Here is a link to her website:

Paintings by Yvoni

Honestly, $100. The framing was a lot more but the painting was not expensive.

She opened a gallery so prices could have gone up. 

It was an awesome trip went to see The Book of Mormon!


----------



## Bigsby (Apr 2, 2012)

thats really awesome i like it a lot i see sound waves too


----------



## iRaiseTheDead (Apr 2, 2012)

Awesome! I'll check it out.


----------



## Sebastian (Apr 3, 2012)

That's a really nice painting! i really like the color combination and the simplicity


----------



## Furtive Glance (Apr 4, 2012)

I like it too. Also, I'm seeing 2 weird faces at the bottom center...


----------



## Augminished (Apr 4, 2012)

I see what you are talking about. Hmmm pretty cool!

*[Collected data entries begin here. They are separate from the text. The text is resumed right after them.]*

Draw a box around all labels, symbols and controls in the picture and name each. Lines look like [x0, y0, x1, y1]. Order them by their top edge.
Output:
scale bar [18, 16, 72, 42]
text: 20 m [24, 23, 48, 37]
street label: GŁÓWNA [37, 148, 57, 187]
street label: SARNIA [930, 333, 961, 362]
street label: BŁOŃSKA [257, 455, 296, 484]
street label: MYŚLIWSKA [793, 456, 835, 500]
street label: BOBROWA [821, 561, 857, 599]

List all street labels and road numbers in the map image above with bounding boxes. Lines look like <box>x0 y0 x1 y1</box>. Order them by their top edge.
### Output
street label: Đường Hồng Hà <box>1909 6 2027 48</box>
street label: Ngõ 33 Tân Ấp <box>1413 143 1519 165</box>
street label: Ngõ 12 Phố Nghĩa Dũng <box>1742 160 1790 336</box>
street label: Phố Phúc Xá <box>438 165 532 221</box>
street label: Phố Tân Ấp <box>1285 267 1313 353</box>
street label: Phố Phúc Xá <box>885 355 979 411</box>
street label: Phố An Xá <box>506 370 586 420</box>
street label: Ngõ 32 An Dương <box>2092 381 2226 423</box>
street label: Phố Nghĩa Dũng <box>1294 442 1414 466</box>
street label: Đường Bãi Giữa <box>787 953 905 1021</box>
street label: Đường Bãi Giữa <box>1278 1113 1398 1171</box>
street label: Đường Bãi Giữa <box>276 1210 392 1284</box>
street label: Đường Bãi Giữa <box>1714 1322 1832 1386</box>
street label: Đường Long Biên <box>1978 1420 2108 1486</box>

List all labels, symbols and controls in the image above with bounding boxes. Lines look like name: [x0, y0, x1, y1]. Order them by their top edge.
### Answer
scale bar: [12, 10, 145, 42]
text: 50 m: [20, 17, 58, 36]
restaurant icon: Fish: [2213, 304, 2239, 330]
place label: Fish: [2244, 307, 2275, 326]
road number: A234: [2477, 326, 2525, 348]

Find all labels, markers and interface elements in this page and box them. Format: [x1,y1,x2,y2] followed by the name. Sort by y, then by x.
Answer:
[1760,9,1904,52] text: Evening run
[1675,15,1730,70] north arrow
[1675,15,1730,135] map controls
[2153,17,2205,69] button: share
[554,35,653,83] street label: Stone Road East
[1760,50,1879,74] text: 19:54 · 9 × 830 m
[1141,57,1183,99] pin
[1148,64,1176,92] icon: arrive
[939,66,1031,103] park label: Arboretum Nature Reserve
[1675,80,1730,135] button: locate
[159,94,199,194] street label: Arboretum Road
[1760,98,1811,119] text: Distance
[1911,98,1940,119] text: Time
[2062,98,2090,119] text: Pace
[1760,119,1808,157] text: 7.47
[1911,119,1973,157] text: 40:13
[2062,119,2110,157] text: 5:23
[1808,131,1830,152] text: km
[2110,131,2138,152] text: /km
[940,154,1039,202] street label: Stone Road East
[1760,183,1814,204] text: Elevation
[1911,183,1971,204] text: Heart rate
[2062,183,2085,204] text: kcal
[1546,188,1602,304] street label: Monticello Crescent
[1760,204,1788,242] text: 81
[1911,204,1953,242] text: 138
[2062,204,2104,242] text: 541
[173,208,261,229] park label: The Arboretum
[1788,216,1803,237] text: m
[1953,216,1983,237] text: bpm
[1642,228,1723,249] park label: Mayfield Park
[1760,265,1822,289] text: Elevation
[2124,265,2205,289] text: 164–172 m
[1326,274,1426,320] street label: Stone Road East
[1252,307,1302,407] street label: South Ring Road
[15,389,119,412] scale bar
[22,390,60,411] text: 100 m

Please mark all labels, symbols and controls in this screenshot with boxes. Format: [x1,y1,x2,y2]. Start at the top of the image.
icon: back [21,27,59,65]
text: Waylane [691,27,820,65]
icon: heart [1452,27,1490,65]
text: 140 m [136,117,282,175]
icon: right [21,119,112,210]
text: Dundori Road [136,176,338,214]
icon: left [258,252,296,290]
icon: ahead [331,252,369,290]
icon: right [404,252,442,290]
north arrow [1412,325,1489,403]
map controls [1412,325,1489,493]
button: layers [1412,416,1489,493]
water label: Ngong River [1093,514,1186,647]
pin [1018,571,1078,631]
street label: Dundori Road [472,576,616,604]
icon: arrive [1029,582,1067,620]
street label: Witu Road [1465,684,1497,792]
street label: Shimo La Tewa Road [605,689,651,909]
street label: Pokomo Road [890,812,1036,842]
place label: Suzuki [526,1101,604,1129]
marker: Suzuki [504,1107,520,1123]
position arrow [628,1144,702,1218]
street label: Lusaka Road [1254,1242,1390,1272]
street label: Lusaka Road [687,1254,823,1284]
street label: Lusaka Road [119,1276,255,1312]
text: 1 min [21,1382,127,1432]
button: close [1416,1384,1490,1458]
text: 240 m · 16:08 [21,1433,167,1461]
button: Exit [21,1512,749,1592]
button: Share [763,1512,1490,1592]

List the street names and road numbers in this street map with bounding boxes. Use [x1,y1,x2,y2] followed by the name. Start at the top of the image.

If you split it down the center it kind of looks like a reflection. It also for some reason reminds me of Assassins Creed.


----------



## decypher (Apr 5, 2012)

It looks absolutely amazing! is it a print or an original, I mean for $100?!
(talking about giclee prints and stuff that do easily start in that price range. what are the measurements?)


----------



## Augminished (Apr 5, 2012)

Its about 12" by 24" 

I am positive it is an original. I actually sat down and talked to the artist and her husband for awhile (she did not speak very good English). She was very passionate about her work. I think she was from Russian (or the surrounding area can't exactly remember). 

She is an example of a starving artist. Quite sad and I truly hope someone discovers her.


----------